[Fwd: Re: [Swift-devel] Re: swift-falkon problem... plots to explain plateaus...]
Ioan Raicu
iraicu at cs.uchicago.edu
Tue Apr 1 10:43:16 CDT 2008
Mihael Hategan wrote:
> On Tue, 2008-04-01 at 10:26 -0500, Ioan Raicu wrote:
>
>> Michael Wilde wrote:
>>
>>> We're only working on the BG/P system, and GPFS is the only shared
>>> filesystem there.
>>>
>> There is PVFS, but that performed even worse in our tests.
>>
>>> GPFS access, however, remains a big scalabiity issue. Frequent small
>>> accesses to GPFS in our measurements really slow down the workflow. We
>>> did a lot of micro-benchmark tests.
>>>
>> Yes! The BG/P's GPFS probably performs the worst out of all GPFSes I
>> have worked on, in terms of small granular accesses. For example,
>> reading 1 byte files, invoking a trivial script (i.e. exit 0), etc...

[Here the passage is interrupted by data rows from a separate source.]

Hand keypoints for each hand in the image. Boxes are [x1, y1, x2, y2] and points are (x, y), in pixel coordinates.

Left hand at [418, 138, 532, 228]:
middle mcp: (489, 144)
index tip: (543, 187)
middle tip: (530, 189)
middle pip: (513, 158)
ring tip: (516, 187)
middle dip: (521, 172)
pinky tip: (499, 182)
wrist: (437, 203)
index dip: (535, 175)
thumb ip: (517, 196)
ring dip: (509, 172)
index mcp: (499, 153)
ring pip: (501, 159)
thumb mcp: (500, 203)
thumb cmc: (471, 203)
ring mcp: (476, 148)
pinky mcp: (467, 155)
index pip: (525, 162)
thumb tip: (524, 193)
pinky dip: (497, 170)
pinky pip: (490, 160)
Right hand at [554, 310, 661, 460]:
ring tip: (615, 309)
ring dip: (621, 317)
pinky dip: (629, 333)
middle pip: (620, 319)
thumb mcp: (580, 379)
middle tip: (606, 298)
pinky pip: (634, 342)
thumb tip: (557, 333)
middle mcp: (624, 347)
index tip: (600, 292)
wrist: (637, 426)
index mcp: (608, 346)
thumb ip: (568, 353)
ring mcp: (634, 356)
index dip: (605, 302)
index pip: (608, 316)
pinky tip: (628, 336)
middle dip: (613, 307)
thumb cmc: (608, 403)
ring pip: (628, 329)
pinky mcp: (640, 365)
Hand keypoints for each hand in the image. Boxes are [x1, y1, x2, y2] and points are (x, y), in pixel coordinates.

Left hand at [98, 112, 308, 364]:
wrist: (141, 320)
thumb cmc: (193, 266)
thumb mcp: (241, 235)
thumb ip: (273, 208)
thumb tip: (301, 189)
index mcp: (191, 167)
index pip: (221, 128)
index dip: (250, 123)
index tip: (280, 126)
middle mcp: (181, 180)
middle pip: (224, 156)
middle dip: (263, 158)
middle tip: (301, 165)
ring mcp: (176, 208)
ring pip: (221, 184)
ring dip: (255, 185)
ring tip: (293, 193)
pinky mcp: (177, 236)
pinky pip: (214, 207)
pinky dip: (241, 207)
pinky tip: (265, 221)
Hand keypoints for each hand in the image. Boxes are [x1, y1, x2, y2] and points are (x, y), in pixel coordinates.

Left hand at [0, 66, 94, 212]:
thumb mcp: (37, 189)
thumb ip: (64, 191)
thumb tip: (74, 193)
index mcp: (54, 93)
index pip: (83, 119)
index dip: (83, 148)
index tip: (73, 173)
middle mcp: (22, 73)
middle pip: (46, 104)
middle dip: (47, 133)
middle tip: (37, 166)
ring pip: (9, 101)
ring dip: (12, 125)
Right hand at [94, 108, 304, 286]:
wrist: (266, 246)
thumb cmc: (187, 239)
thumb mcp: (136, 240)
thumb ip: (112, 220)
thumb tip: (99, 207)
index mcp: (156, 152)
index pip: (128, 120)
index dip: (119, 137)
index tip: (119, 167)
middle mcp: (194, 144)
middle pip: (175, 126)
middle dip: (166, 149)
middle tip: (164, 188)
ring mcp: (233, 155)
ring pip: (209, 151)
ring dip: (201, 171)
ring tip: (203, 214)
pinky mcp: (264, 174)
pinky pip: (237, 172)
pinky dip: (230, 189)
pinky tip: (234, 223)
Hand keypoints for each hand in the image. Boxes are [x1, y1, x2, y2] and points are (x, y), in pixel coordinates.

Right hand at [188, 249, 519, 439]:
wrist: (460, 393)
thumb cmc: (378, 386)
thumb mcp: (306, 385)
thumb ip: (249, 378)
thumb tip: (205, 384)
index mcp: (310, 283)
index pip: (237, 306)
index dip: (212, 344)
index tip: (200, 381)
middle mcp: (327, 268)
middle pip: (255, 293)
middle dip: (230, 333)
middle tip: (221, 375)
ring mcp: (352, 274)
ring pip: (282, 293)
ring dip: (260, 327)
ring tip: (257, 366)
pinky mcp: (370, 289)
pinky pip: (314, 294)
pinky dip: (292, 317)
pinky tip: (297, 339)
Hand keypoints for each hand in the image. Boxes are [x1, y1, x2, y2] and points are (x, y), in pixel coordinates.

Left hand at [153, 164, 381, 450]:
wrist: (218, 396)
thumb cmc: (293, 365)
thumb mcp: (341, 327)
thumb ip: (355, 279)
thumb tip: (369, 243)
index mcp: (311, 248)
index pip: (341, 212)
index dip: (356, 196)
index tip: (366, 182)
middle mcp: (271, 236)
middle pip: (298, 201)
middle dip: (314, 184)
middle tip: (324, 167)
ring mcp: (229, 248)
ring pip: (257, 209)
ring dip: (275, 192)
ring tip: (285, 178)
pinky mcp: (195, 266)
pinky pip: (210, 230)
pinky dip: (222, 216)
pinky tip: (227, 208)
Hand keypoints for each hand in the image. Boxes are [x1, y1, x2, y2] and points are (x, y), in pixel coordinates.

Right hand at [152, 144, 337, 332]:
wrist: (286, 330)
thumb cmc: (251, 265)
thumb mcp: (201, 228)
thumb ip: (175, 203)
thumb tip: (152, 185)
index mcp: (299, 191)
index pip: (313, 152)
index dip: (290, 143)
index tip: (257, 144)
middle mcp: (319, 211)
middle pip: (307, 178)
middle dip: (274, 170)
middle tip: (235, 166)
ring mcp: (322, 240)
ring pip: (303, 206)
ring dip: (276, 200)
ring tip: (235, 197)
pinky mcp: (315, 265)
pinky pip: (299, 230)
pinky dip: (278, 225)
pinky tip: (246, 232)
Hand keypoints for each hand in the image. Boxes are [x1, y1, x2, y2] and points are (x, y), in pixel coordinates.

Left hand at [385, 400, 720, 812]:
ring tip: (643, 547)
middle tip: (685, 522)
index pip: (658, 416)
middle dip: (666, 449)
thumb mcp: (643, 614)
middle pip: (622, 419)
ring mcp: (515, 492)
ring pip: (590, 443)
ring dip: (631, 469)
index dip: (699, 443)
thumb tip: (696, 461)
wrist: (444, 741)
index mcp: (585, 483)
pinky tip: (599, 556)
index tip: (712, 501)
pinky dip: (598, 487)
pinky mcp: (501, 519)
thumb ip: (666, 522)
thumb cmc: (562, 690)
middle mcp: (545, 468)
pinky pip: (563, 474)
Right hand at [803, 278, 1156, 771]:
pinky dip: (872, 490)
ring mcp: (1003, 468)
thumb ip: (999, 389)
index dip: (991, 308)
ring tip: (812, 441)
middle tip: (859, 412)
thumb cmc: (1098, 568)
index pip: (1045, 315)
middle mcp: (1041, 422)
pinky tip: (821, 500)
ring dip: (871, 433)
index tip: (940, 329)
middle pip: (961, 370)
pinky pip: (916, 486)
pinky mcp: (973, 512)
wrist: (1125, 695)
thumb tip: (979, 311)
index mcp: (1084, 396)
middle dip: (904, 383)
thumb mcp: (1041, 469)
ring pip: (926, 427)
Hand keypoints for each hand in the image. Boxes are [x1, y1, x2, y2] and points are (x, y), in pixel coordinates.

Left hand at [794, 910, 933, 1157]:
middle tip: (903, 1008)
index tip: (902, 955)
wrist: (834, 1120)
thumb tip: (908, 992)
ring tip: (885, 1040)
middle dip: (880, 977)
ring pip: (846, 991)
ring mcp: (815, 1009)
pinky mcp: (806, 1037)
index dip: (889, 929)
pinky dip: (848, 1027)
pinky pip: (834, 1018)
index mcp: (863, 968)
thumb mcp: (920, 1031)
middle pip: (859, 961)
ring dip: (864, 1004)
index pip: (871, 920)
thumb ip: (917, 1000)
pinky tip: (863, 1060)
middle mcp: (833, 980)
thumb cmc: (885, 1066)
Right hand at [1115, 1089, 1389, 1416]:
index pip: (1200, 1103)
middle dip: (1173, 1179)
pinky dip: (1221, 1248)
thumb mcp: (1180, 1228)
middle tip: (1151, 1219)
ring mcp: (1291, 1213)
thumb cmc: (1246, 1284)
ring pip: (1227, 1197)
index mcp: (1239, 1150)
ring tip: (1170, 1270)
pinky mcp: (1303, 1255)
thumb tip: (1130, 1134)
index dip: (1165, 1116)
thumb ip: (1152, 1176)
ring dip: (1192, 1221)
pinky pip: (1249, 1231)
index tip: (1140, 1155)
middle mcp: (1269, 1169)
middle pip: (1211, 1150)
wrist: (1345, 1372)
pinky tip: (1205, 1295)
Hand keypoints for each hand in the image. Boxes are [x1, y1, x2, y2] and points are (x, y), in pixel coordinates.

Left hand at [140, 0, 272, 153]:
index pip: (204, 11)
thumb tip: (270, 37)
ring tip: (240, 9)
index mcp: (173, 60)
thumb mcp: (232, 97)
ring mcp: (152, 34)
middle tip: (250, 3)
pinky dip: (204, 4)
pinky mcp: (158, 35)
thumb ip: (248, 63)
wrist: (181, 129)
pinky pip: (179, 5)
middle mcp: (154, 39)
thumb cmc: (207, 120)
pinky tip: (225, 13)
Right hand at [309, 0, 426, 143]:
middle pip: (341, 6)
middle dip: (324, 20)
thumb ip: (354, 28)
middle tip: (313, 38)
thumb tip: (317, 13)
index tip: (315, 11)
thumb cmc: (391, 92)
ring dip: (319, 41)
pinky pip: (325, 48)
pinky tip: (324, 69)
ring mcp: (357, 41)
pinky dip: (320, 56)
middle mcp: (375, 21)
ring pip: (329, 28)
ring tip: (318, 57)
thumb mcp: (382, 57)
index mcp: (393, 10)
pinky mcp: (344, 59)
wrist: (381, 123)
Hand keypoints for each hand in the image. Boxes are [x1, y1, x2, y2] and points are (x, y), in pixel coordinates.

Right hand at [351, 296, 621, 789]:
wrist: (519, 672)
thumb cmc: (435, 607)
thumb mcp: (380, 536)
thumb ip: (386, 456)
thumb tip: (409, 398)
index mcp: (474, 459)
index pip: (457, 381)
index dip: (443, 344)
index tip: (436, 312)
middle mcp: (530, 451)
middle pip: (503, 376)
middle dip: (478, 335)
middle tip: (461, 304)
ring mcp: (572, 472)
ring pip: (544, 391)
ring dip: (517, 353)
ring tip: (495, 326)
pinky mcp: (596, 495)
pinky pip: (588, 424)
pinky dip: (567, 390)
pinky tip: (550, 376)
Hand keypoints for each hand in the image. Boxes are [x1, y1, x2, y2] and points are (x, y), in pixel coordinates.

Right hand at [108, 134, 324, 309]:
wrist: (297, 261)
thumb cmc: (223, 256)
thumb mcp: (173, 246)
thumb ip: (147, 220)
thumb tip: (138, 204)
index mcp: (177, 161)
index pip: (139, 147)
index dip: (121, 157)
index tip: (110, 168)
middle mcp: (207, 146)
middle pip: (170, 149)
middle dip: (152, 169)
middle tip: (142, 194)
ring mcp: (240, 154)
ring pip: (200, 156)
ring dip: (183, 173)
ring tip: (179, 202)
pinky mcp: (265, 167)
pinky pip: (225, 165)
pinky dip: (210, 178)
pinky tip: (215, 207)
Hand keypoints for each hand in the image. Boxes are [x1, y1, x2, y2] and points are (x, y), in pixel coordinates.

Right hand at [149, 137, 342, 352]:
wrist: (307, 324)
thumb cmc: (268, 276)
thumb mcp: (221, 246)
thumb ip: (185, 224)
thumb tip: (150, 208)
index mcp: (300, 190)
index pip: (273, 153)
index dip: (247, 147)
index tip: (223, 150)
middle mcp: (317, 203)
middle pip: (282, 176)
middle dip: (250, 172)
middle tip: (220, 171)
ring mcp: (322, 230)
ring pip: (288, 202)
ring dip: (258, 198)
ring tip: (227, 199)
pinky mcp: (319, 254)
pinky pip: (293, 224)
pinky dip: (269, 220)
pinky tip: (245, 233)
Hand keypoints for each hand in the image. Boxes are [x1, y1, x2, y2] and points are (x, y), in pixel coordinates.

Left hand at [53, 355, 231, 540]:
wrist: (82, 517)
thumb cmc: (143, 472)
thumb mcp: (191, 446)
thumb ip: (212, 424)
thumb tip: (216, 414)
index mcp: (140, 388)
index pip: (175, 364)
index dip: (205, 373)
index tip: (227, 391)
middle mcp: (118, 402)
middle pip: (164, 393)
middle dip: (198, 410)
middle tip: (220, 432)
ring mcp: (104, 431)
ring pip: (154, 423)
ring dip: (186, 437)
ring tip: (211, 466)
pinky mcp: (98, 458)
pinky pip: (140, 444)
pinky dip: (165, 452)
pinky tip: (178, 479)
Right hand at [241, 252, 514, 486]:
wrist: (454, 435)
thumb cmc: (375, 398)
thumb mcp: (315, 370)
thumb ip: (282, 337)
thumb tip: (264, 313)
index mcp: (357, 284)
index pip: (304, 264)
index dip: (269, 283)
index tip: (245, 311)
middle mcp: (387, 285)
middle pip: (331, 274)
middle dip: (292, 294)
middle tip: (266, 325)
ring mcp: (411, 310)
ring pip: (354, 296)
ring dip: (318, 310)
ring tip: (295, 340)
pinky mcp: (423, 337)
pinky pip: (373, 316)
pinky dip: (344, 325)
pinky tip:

>> all perform extremely poor, to the point that we need to move away from
>> GPFS almost completely. For example, the things that we eventually need
>> to avoid on GPFS for the BG/P are:
>> invoking wrapper.sh
>> mkdir
>> any logging to GPFS
>>
>
> Doing nothing can be incredibly fast.
>
What I meant is that we need to move these operations to the local file
system, i.e. RAM. We have run applications on BG/P via Falkon only, and
implemented a caching strategy that caches all scripts, binaries, and
input data, to RAM... once the task execution (all from RAM) completes,
and has written its output to RAM, then there is a single copy operation
of the output data from RAM to GPFS. We control how frequently this
copy operation occurs, so we can essentially scale quite nicely and
linearly with this approach. The hope is that we can eventually work
this kind of functionality in the wrapper.sh, or in Swift itself. So, a
reply to your statement, we would like to preserve the functionality of
the wrapper.sh, but move as much as possible of that functionality from
a shared file system to a local disk.
Ioan
>
>> There are probably others.
>>
>>> Zhao, can you gather a set of these tests into a small suite and post
>>> numbers so the Swift developers can get an understanding of the
>>> system's GPFS access performance?
>>>
>>> Also note: the only local filesystem is RAM disk on /tmp or /dev/shm.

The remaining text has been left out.